【社説】KAISTが自ら突き止めた論文ねつ造
韓国科学技術院(KAIST)は、2005年と06年に生命科学科の教授が国際学術誌の『サイエンス』と『ネイチャー・ケミカルバイオロジー』に掲載した論文がねつ造されたものだったことを発表し、この教授に自宅待機を命じるとともに、二つの学術誌の編集者にこの事実を伝えた。KAISTは近日中に開く予定の「研究の真実性に関する委員会」で、論文をねつ造した教授に対し、最も厳しい懲戒処分を下すことにしている。
問題の論文のうち、一つは2005年、細胞に含まれる鉄分やたんぱく質を、磁石の原理を利用して分離したという内容で、この技術を「魔術のようだ」という意味で「マジック」と名付けていた。また、もう一つは06年、細胞の老化を抑える物質を発見したという内容の論文だった。これらの論文は、KAISTの徐南杓(ソ・ナムピョ)総長をも「ノーベル賞も期待できる」と言わしめるほど、国内外に大きな衝撃を与えたものだった。結局、それがねつ造だったことが分かり、韓国の科学界は05年の黄禹錫(ファン・ウソク)事件に続き、またしても汚名を被ることになった。

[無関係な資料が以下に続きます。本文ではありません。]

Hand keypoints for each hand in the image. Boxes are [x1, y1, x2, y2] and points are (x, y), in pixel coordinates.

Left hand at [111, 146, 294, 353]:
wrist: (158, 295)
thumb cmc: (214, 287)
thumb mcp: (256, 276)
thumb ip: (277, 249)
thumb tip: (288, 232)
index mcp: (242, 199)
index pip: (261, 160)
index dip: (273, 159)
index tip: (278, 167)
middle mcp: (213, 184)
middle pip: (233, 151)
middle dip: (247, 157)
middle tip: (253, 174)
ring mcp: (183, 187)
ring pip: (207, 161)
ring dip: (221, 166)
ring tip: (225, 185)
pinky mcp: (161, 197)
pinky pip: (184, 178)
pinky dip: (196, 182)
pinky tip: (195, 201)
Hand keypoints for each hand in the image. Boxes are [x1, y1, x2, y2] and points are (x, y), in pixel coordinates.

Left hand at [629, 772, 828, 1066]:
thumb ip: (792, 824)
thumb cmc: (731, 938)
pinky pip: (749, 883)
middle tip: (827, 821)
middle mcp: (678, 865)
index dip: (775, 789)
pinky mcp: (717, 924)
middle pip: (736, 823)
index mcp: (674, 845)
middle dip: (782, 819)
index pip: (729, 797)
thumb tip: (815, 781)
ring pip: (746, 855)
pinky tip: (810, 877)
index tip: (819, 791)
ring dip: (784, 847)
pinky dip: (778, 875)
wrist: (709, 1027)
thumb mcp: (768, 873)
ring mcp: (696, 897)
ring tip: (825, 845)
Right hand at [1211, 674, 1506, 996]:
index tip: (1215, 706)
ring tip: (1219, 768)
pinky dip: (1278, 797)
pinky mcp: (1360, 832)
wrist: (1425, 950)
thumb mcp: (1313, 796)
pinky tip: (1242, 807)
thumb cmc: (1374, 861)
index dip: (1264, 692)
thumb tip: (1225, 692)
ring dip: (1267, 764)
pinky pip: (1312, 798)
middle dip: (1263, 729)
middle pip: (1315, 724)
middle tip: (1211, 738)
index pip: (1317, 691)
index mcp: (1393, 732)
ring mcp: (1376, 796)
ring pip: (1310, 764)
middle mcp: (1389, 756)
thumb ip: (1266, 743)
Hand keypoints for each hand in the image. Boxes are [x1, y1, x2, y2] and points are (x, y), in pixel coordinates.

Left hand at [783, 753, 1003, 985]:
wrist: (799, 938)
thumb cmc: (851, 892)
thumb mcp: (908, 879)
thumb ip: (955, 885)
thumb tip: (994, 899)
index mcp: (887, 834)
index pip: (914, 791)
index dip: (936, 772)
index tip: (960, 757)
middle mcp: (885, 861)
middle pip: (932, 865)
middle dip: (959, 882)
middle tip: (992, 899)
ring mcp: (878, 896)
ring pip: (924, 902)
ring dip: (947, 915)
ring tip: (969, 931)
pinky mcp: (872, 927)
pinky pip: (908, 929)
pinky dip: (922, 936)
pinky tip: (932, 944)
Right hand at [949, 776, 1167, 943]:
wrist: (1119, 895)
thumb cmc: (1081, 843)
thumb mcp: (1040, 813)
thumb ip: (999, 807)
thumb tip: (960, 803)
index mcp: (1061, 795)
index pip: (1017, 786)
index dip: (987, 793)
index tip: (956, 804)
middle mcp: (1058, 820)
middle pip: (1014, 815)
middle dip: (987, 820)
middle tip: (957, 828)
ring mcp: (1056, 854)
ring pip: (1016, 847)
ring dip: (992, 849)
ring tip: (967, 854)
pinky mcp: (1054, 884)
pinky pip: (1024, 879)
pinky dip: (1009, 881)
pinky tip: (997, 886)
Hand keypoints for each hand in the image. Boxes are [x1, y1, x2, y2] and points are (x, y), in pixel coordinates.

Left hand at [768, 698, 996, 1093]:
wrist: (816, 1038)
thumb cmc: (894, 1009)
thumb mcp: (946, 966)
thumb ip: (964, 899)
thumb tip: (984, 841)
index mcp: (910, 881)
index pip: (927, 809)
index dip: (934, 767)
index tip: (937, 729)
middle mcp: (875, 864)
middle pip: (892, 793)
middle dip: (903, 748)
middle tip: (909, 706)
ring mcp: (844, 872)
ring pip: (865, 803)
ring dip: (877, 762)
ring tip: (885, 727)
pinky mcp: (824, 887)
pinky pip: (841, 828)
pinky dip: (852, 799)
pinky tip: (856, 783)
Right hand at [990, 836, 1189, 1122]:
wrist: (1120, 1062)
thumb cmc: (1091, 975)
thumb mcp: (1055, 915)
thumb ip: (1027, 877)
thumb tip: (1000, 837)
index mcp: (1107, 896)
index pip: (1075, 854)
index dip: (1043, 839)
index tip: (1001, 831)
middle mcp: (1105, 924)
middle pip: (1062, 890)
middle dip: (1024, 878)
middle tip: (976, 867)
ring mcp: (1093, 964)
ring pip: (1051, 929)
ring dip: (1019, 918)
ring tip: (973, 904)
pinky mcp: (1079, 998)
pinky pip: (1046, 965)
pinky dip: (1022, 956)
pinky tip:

だが、幸運だったのはKAISTが自ら論文のねつ造を暴いたということだ。最初に疑問を呈したのは、問題の教授の指導を受けている博士課程の学生だった。この教授が設立したベンチャー企業でも働いていたこの学生は、2年近くにわたって実験を繰り返したにもかかわらず、論文と同じ結果が表れなかったため、会社の上司に「論文はねつ造ではないか」と話した。KAISTの生命科学科は先月12日、この話を聞くや、その日のうちに学科内部に「研究の真実性に関する委員会」を立ち上げた。同委員会の委員5人と調査委員4人は、二つの論文の共著者や、問題の教授の研究室に所属する研究員らに対し、半月以上にわたり毎日夜12時まで調査を行った結果、論文の顕微鏡写真がねつ造であったことを突き止めた。
KAISTの「研究の倫理性に関する委員会」も先月29日、学科側から調査結果についての報告を受けるや、すぐに問題の教授に対し自宅待機を命じるとともに、外部の人を含めた調査委員会を立ち上げた。なお「研究の倫理性に関する委員会」は、黄禹錫事件を受けて設立された。黄禹錫事件では、論文の共著者は15‐25人、研究員は30人余りに上ったが、論文の問題点を指摘した人は誰もいなかった。大学と病院の「機関倫理委員会」は、黄教授の研究グループが1200個もの卵子を使ったにもかかわらず、その卵子を入手した経緯についての問題点を洗い出そうとしなかった。
今回の論文ねつ造が、もし外国の科学者によって突き止められていたならば、韓国の科学界は「黄禹錫事件の教訓を生かせず、学術論文の検証システムが機能しない、救いようのない状態だ」と後ろ指を指されていたに違いない。韓国の科学界に最低限の自浄能力があるということを示せただけでも、運が良かったのかもしれない。